INPUT Start Marker

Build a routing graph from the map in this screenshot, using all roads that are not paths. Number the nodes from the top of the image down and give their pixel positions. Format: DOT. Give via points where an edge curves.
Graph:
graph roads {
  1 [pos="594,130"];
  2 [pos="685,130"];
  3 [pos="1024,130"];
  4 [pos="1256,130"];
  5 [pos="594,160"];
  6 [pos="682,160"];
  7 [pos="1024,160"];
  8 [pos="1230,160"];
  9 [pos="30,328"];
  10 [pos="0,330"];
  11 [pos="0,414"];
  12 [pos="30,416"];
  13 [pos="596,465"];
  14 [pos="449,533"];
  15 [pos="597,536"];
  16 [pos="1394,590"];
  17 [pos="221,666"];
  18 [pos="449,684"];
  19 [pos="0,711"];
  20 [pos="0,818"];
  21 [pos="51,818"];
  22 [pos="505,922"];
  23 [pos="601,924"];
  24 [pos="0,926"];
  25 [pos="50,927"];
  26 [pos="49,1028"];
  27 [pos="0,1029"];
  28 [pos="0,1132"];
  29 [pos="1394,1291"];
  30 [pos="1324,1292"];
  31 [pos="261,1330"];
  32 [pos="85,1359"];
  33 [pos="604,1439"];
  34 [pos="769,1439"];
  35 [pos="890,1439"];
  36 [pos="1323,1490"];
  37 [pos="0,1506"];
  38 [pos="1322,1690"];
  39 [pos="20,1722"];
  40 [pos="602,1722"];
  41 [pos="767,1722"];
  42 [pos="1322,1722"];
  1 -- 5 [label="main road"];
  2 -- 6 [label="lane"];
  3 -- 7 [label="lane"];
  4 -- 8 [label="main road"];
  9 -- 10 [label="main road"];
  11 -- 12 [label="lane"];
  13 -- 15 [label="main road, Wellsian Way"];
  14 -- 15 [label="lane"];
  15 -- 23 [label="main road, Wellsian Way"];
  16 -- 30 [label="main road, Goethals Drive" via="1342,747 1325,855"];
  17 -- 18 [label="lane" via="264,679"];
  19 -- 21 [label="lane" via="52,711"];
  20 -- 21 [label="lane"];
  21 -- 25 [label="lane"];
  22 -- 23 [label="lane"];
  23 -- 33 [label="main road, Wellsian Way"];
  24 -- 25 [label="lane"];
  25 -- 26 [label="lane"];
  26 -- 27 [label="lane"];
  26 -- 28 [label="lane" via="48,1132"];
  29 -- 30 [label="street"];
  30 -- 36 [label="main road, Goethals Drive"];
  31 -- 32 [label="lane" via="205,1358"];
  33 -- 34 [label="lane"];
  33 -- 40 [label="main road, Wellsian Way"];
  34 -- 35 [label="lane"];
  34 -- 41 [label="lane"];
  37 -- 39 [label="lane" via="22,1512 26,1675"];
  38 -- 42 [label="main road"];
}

INPUT End Marker

▸ EXERCISE DETAILS
Your task is to copy every line in the entries that holds the string "Goethals".

▸ ANSWER TO THE PROBLEM
  16 -- 30 [label="main road, Goethals Drive" via="1342,747 1325,855"];
  30 -- 36 [label="main road, Goethals Drive"];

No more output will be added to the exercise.